[WHAT TO WORK ON]:
Wherever the word "СЪЕЗДА" appears in the entries, copy the whole line.

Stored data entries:
* * * * *

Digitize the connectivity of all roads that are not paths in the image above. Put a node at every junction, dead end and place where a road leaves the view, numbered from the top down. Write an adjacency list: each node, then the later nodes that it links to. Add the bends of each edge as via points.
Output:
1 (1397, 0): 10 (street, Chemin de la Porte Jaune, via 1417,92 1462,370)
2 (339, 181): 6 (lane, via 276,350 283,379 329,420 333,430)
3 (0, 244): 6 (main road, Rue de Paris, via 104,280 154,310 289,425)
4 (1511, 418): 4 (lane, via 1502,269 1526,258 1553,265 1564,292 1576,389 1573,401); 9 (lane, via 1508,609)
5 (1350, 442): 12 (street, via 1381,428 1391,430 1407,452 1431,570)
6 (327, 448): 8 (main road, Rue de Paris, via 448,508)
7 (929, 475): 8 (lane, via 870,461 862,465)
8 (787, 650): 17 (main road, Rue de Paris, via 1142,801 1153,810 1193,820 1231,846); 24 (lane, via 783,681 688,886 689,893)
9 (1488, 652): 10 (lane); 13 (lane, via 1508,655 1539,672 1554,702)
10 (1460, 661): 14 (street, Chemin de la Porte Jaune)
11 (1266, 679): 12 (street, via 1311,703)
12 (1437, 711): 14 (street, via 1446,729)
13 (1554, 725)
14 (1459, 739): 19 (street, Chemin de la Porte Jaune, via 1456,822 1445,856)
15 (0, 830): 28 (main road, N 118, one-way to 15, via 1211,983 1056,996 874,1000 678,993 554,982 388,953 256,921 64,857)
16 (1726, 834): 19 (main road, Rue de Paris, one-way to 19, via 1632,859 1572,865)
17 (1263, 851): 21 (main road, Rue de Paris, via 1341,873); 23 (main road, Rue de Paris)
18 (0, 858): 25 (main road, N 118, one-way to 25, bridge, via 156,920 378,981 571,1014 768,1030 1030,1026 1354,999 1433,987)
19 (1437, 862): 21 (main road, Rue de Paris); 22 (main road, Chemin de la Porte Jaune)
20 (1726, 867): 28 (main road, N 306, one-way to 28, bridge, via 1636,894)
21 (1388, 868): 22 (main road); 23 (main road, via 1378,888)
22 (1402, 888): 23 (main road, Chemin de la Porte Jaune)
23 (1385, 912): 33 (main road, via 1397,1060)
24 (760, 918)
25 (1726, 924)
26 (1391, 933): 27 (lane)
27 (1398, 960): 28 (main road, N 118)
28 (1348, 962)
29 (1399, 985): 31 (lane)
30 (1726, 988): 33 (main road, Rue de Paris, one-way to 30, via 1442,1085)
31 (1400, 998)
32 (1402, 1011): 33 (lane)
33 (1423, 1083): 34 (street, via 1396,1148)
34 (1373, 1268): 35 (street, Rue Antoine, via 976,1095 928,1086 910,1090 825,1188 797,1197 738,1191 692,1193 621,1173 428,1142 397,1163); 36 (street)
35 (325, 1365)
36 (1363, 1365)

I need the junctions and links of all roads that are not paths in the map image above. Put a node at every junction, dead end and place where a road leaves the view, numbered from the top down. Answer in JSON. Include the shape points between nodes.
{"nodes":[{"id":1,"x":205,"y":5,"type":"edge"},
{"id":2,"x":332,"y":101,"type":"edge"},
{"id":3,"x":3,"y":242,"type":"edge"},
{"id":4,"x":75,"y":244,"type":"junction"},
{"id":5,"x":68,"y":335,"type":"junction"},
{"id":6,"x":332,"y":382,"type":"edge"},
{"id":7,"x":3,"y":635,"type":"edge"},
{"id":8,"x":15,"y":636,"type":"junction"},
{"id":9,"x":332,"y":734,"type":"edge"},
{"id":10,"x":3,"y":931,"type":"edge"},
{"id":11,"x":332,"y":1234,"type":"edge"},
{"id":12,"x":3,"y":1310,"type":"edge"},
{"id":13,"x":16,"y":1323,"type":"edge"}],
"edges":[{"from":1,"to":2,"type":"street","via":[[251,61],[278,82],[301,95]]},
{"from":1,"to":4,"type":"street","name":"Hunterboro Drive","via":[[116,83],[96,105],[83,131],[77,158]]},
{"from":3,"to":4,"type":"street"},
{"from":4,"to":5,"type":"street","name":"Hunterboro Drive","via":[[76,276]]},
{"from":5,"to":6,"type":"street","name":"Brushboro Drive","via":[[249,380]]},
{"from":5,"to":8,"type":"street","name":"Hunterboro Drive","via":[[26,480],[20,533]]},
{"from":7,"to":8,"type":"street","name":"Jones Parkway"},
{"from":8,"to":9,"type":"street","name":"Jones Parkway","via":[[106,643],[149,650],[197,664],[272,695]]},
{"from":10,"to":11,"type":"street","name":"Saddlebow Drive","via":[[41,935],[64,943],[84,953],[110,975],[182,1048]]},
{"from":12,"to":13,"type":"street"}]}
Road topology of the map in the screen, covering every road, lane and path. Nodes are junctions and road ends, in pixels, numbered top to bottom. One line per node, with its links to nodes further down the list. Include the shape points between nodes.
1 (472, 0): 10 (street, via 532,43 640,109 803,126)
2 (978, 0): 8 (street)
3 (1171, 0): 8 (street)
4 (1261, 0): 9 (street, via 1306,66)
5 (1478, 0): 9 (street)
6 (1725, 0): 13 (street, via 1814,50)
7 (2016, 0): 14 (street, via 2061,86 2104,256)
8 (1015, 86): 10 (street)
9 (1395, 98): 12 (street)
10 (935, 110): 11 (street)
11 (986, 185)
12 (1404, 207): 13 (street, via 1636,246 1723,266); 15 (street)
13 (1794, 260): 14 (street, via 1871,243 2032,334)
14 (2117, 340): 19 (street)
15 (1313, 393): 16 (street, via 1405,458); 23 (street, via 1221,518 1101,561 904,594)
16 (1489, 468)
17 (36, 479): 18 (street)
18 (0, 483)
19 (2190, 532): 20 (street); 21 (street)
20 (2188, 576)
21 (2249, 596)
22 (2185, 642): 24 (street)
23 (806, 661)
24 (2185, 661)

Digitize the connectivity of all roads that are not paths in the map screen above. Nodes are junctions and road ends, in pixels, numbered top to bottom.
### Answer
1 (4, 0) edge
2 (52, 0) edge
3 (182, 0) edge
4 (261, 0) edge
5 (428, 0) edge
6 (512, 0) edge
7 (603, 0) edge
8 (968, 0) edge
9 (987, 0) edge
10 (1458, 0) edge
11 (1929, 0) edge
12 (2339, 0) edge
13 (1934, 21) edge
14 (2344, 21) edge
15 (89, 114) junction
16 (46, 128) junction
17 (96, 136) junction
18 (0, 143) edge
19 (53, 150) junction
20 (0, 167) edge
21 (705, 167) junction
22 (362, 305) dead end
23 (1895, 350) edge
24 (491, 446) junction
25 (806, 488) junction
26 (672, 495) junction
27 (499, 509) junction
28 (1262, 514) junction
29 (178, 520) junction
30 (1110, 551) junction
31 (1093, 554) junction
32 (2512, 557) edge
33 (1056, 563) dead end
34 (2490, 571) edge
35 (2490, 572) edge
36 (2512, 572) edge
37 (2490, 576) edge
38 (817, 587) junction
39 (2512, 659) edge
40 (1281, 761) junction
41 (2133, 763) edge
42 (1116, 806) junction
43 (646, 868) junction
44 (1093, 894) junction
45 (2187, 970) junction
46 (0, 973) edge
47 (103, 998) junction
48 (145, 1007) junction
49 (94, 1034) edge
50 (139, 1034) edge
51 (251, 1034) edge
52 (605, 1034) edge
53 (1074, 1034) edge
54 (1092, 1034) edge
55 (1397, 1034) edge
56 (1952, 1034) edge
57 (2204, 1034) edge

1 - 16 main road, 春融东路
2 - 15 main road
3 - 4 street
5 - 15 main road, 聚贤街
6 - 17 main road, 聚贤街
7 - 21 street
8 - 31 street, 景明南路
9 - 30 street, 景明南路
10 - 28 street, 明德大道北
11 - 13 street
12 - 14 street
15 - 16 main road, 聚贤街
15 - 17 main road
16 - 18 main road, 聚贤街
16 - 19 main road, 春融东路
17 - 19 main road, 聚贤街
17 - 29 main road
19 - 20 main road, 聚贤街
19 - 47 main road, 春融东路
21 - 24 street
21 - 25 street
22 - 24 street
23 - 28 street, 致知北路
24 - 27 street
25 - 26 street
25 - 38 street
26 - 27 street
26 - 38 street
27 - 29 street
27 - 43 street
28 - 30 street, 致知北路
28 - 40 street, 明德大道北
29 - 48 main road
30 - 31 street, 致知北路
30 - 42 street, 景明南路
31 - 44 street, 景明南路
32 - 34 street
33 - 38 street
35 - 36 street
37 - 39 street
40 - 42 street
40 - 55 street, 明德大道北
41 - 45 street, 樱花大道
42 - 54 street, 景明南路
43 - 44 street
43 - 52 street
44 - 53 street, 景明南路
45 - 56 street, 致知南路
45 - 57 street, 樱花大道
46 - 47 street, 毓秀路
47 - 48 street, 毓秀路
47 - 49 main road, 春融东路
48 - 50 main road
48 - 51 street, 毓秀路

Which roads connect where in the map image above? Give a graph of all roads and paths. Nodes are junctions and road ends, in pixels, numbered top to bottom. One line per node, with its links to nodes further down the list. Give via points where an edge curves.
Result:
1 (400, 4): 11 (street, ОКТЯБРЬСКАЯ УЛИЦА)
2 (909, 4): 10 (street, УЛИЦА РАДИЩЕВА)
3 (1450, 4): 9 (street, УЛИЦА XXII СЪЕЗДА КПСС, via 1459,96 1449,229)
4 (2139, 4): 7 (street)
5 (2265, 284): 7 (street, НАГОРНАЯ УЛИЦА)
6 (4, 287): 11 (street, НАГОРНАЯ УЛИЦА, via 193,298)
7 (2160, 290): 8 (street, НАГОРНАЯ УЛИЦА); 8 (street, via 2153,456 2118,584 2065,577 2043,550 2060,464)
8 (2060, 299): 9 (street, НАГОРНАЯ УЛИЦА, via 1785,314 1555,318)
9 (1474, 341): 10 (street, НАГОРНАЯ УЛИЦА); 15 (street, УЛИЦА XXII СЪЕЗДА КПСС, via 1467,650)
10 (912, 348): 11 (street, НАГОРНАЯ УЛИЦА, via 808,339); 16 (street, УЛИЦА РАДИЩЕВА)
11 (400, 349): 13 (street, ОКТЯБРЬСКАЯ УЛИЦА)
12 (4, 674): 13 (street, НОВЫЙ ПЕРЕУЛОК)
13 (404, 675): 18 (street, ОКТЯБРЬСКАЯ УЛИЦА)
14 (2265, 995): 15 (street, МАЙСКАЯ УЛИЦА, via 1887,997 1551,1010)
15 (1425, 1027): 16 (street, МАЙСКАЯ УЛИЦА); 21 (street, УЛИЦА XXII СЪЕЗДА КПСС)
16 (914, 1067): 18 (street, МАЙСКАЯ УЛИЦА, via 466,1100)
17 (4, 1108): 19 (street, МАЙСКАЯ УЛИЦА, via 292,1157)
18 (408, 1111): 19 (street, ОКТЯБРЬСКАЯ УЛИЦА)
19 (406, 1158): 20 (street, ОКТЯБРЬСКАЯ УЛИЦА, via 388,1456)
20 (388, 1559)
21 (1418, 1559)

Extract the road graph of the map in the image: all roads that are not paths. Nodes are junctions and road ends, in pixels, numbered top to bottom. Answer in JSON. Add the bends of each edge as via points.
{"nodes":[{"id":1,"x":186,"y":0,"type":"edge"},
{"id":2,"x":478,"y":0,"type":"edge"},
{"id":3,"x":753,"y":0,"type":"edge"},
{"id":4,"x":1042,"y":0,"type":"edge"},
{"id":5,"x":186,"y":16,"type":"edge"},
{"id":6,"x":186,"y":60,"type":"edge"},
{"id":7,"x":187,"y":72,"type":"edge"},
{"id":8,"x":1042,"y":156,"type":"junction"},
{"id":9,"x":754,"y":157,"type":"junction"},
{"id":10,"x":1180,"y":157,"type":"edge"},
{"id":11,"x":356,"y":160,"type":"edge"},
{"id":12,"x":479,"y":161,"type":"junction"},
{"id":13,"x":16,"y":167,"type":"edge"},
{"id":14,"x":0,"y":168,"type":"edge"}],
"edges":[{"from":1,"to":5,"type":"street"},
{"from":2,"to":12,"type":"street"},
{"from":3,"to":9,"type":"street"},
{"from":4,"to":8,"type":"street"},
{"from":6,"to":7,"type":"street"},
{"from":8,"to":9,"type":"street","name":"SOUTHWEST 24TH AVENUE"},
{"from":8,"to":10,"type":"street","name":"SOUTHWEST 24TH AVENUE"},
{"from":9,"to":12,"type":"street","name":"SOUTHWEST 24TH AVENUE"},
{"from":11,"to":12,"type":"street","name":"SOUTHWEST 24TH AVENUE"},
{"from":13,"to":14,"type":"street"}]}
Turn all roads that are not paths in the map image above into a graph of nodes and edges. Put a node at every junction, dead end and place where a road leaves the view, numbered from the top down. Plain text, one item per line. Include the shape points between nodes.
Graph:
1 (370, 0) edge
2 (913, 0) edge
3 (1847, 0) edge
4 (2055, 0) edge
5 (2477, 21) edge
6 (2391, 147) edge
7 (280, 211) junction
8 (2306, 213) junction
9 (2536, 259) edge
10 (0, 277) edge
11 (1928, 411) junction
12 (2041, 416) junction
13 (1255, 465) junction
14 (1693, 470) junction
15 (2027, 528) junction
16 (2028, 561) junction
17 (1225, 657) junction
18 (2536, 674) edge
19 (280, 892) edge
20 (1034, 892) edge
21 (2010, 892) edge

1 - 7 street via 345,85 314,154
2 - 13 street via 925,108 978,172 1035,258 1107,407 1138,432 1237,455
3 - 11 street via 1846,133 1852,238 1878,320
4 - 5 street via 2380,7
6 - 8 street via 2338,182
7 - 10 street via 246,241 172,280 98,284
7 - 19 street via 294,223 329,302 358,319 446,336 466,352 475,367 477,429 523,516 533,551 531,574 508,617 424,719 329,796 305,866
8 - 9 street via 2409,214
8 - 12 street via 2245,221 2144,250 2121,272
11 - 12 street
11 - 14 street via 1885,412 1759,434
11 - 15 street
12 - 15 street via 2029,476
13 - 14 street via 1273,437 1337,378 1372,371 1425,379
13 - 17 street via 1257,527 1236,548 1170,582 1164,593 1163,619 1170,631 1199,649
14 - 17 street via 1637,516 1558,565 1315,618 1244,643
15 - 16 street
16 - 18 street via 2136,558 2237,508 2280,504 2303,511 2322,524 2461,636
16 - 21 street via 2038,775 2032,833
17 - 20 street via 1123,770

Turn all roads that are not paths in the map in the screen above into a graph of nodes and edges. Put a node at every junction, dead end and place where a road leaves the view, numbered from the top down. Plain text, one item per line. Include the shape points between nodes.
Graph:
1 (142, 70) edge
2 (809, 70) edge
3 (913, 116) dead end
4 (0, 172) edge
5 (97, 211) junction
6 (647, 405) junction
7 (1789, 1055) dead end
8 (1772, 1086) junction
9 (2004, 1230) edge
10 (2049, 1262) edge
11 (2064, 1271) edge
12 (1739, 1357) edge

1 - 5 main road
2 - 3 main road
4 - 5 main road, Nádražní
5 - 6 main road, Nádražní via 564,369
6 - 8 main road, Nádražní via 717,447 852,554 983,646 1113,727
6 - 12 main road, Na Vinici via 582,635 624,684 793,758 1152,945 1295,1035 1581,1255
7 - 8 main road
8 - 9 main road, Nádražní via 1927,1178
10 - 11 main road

* * * * *

[OUTPUT]:
3 (1450, 4): 9 (street, УЛИЦА XXII СЪЕЗДА КПСС, via 1459,96 1449,229)
9 (1474, 341): 10 (street, НАГОРНАЯ УЛИЦА); 15 (street, УЛИЦА XXII СЪЕЗДА КПСС, via 1467,650)
15 (1425, 1027): 16 (street, МАЙСКАЯ УЛИЦА); 21 (street, УЛИЦА XXII СЪЕЗДА КПСС)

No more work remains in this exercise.